* EXERCISE DESCRIPTION *
Return the complete listing that follows, with each line reproduced exactly.

* DATA SHOWN *

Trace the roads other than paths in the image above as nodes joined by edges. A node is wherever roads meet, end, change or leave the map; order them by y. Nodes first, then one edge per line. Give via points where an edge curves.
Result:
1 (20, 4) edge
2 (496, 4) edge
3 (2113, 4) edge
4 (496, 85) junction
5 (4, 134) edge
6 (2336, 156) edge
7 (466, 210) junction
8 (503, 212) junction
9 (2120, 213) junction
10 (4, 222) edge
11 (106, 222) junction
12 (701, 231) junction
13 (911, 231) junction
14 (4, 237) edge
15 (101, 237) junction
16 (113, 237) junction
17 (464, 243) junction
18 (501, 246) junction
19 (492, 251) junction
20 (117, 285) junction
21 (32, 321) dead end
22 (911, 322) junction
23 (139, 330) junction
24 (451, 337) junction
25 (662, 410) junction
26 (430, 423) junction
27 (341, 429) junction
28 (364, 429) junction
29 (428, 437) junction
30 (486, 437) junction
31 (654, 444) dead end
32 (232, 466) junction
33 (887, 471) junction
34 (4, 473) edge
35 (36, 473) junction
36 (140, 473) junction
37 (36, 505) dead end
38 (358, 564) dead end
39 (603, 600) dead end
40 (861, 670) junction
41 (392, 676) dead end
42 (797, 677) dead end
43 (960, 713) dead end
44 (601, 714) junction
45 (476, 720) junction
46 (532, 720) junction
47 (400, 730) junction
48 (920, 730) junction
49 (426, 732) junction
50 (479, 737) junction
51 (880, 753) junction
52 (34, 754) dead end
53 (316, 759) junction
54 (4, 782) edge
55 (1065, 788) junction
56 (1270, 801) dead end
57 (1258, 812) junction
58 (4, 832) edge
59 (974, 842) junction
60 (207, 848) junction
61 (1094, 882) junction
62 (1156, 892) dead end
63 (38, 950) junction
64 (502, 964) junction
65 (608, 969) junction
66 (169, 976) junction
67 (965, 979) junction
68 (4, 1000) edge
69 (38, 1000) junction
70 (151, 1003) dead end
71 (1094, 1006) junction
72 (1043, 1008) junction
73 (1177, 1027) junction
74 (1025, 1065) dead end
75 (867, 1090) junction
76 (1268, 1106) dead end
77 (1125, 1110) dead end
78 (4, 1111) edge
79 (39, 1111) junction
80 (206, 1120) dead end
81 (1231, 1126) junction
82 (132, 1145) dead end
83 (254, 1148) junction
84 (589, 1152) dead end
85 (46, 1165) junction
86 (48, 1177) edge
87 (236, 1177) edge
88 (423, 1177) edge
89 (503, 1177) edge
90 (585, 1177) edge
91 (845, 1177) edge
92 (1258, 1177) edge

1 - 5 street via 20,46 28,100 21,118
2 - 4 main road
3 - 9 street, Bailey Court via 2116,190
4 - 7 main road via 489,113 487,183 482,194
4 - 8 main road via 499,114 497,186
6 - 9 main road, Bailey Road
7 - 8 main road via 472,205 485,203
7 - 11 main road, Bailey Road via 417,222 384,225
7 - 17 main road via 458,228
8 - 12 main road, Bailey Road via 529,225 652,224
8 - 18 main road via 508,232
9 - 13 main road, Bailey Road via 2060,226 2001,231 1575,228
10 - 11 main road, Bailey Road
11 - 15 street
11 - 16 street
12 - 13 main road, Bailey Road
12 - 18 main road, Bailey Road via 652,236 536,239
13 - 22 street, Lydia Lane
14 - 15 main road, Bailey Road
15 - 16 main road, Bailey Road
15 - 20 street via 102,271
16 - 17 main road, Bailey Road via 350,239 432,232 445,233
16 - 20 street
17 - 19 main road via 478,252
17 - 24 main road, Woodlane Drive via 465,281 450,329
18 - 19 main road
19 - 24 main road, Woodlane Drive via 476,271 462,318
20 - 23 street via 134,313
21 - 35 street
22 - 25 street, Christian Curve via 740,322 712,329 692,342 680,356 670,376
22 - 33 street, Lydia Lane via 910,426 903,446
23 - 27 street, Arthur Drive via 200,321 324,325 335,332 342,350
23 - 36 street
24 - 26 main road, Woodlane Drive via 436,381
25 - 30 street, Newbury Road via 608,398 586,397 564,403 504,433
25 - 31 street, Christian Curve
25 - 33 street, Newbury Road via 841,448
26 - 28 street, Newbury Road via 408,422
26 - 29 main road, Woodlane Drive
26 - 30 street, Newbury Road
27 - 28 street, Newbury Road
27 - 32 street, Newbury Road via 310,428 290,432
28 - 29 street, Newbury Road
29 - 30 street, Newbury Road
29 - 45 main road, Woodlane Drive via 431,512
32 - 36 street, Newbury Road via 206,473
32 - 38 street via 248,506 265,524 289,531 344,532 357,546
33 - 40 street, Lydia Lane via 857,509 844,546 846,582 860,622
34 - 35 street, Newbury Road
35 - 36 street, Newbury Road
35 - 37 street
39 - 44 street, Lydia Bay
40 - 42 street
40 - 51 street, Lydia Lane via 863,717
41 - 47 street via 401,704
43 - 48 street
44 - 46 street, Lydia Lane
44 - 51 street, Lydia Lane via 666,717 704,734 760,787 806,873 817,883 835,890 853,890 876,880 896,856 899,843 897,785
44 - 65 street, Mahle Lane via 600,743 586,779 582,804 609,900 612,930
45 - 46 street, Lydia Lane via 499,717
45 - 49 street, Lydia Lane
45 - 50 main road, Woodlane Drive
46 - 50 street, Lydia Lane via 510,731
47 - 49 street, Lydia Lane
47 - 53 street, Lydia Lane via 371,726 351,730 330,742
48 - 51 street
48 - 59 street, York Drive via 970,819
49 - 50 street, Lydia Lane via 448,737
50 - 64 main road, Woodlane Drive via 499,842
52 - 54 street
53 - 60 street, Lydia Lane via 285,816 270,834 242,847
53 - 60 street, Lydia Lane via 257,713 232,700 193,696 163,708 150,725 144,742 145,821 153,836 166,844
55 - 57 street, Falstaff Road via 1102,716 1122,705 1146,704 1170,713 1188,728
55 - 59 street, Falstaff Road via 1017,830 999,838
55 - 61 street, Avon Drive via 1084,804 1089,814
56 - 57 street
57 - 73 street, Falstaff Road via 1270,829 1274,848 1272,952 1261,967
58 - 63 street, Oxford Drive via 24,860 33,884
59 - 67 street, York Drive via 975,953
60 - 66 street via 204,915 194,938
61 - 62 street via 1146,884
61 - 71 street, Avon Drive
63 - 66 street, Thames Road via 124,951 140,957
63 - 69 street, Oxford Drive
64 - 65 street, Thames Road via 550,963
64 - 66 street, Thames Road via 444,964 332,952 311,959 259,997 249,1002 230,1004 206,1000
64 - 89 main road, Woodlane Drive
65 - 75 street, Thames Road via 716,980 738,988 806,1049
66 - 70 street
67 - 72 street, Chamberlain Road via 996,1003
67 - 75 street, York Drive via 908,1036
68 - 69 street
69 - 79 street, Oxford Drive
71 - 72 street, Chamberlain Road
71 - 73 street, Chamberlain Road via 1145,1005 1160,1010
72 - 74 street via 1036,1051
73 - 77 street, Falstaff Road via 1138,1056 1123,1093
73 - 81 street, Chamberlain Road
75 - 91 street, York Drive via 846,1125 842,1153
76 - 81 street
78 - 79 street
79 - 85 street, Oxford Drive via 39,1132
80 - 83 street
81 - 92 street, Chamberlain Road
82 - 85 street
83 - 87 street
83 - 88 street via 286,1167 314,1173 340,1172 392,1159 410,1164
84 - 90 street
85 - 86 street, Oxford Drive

* REPLY TO THE EXERCISE *
Trace the roads other than paths in the image above as nodes joined by edges. A node is wherever roads meet, end, change or leave the map; order them by y. Nodes first, then one edge per line. Give via points where an edge curves.
Result:
1 (20, 4) edge
2 (496, 4) edge
3 (2113, 4) edge
4 (496, 85) junction
5 (4, 134) edge
6 (2336, 156) edge
7 (466, 210) junction
8 (503, 212) junction
9 (2120, 213) junction
10 (4, 222) edge
11 (106, 222) junction
12 (701, 231) junction
13 (911, 231) junction
14 (4, 237) edge
15 (101, 237) junction
16 (113, 237) junction
17 (464, 243) junction
18 (501, 246) junction
19 (492, 251) junction
20 (117, 285) junction
21 (32, 321) dead end
22 (911, 322) junction
23 (139, 330) junction
24 (451, 337) junction
25 (662, 410) junction
26 (430, 423) junction
27 (341, 429) junction
28 (364, 429) junction
29 (428, 437) junction
30 (486, 437) junction
31 (654, 444) dead end
32 (232, 466) junction
33 (887, 471) junction
34 (4, 473) edge
35 (36, 473) junction
36 (140, 473) junction
37 (36, 505) dead end
38 (358, 564) dead end
39 (603, 600) dead end
40 (861, 670) junction
41 (392, 676) dead end
42 (797, 677) dead end
43 (960, 713) dead end
44 (601, 714) junction
45 (476, 720) junction
46 (532, 720) junction
47 (400, 730) junction
48 (920, 730) junction
49 (426, 732) junction
50 (479, 737) junction
51 (880, 753) junction
52 (34, 754) dead end
53 (316, 759) junction
54 (4, 782) edge
55 (1065, 788) junction
56 (1270, 801) dead end
57 (1258, 812) junction
58 (4, 832) edge
59 (974, 842) junction
60 (207, 848) junction
61 (1094, 882) junction
62 (1156, 892) dead end
63 (38, 950) junction
64 (502, 964) junction
65 (608, 969) junction
66 (169, 976) junction
67 (965, 979) junction
68 (4, 1000) edge
69 (38, 1000) junction
70 (151, 1003) dead end
71 (1094, 1006) junction
72 (1043, 1008) junction
73 (1177, 1027) junction
74 (1025, 1065) dead end
75 (867, 1090) junction
76 (1268, 1106) dead end
77 (1125, 1110) dead end
78 (4, 1111) edge
79 (39, 1111) junction
80 (206, 1120) dead end
81 (1231, 1126) junction
82 (132, 1145) dead end
83 (254, 1148) junction
84 (589, 1152) dead end
85 (46, 1165) junction
86 (48, 1177) edge
87 (236, 1177) edge
88 (423, 1177) edge
89 (503, 1177) edge
90 (585, 1177) edge
91 (845, 1177) edge
92 (1258, 1177) edge

1 - 5 street via 20,46 28,100 21,118
2 - 4 main road
3 - 9 street, Bailey Court via 2116,190
4 - 7 main road via 489,113 487,183 482,194
4 - 8 main road via 499,114 497,186
6 - 9 main road, Bailey Road
7 - 8 main road via 472,205 485,203
7 - 11 main road, Bailey Road via 417,222 384,225
7 - 17 main road via 458,228
8 - 12 main road, Bailey Road via 529,225 652,224
8 - 18 main road via 508,232
9 - 13 main road, Bailey Road via 2060,226 2001,231 1575,228
10 - 11 main road, Bailey Road
11 - 15 street
11 - 16 street
12 - 13 main road, Bailey Road
12 - 18 main road, Bailey Road via 652,236 536,239
13 - 22 street, Lydia Lane
14 - 15 main road, Bailey Road
15 - 16 main road, Bailey Road
15 - 20 street via 102,271
16 - 17 main road, Bailey Road via 350,239 432,232 445,233
16 - 20 street
17 - 19 main road via 478,252
17 - 24 main road, Woodlane Drive via 465,281 450,329
18 - 19 main road
19 - 24 main road, Woodlane Drive via 476,271 462,318
20 - 23 street via 134,313
21 - 35 street
22 - 25 street, Christian Curve via 740,322 712,329 692,342 680,356 670,376
22 - 33 street, Lydia Lane via 910,426 903,446
23 - 27 street, Arthur Drive via 200,321 324,325 335,332 342,350
23 - 36 street
24 - 26 main road, Woodlane Drive via 436,381
25 - 30 street, Newbury Road via 608,398 586,397 564,403 504,433
25 - 31 street, Christian Curve
25 - 33 street, Newbury Road via 841,448
26 - 28 street, Newbury Road via 408,422
26 - 29 main road, Woodlane Drive
26 - 30 street, Newbury Road
27 - 28 street, Newbury Road
27 - 32 street, Newbury Road via 310,428 290,432
28 - 29 street, Newbury Road
29 - 30 street, Newbury Road
29 - 45 main road, Woodlane Drive via 431,512
32 - 36 street, Newbury Road via 206,473
32 - 38 street via 248,506 265,524 289,531 344,532 357,546
33 - 40 street, Lydia Lane via 857,509 844,546 846,582 860,622
34 - 35 street, Newbury Road
35 - 36 street, Newbury Road
35 - 37 street
39 - 44 street, Lydia Bay
40 - 42 street
40 - 51 street, Lydia Lane via 863,717
41 - 47 street via 401,704
43 - 48 street
44 - 46 street, Lydia Lane
44 - 51 street, Lydia Lane via 666,717 704,734 760,787 806,873 817,883 835,890 853,890 876,880 896,856 899,843 897,785
44 - 65 street, Mahle Lane via 600,743 586,779 582,804 609,900 612,930
45 - 46 street, Lydia Lane via 499,717
45 - 49 street, Lydia Lane
45 - 50 main road, Woodlane Drive
46 - 50 street, Lydia Lane via 510,731
47 - 49 street, Lydia Lane
47 - 53 street, Lydia Lane via 371,726 351,730 330,742
48 - 51 street
48 - 59 street, York Drive via 970,819
49 - 50 street, Lydia Lane via 448,737
50 - 64 main road, Woodlane Drive via 499,842
52 - 54 street
53 - 60 street, Lydia Lane via 285,816 270,834 242,847
53 - 60 street, Lydia Lane via 257,713 232,700 193,696 163,708 150,725 144,742 145,821 153,836 166,844
55 - 57 street, Falstaff Road via 1102,716 1122,705 1146,704 1170,713 1188,728
55 - 59 street, Falstaff Road via 1017,830 999,838
55 - 61 street, Avon Drive via 1084,804 1089,814
56 - 57 street
57 - 73 street, Falstaff Road via 1270,829 1274,848 1272,952 1261,967
58 - 63 street, Oxford Drive via 24,860 33,884
59 - 67 street, York Drive via 975,953
60 - 66 street via 204,915 194,938
61 - 62 street via 1146,884
61 - 71 street, Avon Drive
63 - 66 street, Thames Road via 124,951 140,957
63 - 69 street, Oxford Drive
64 - 65 street, Thames Road via 550,963
64 - 66 street, Thames Road via 444,964 332,952 311,959 259,997 249,1002 230,1004 206,1000
64 - 89 main road, Woodlane Drive
65 - 75 street, Thames Road via 716,980 738,988 806,1049
66 - 70 street
67 - 72 street, Chamberlain Road via 996,1003
67 - 75 street, York Drive via 908,1036
68 - 69 street
69 - 79 street, Oxford Drive
71 - 72 street, Chamberlain Road
71 - 73 street, Chamberlain Road via 1145,1005 1160,1010
72 - 74 street via 1036,1051
73 - 77 street, Falstaff Road via 1138,1056 1123,1093
73 - 81 street, Chamberlain Road
75 - 91 street, York Drive via 846,1125 842,1153
76 - 81 street
78 - 79 street
79 - 85 street, Oxford Drive via 39,1132
80 - 83 street
81 - 92 street, Chamberlain Road
82 - 85 street
83 - 87 street
83 - 88 street via 286,1167 314,1173 340,1172 392,1159 410,1164
84 - 90 street
85 - 86 street, Oxford Drive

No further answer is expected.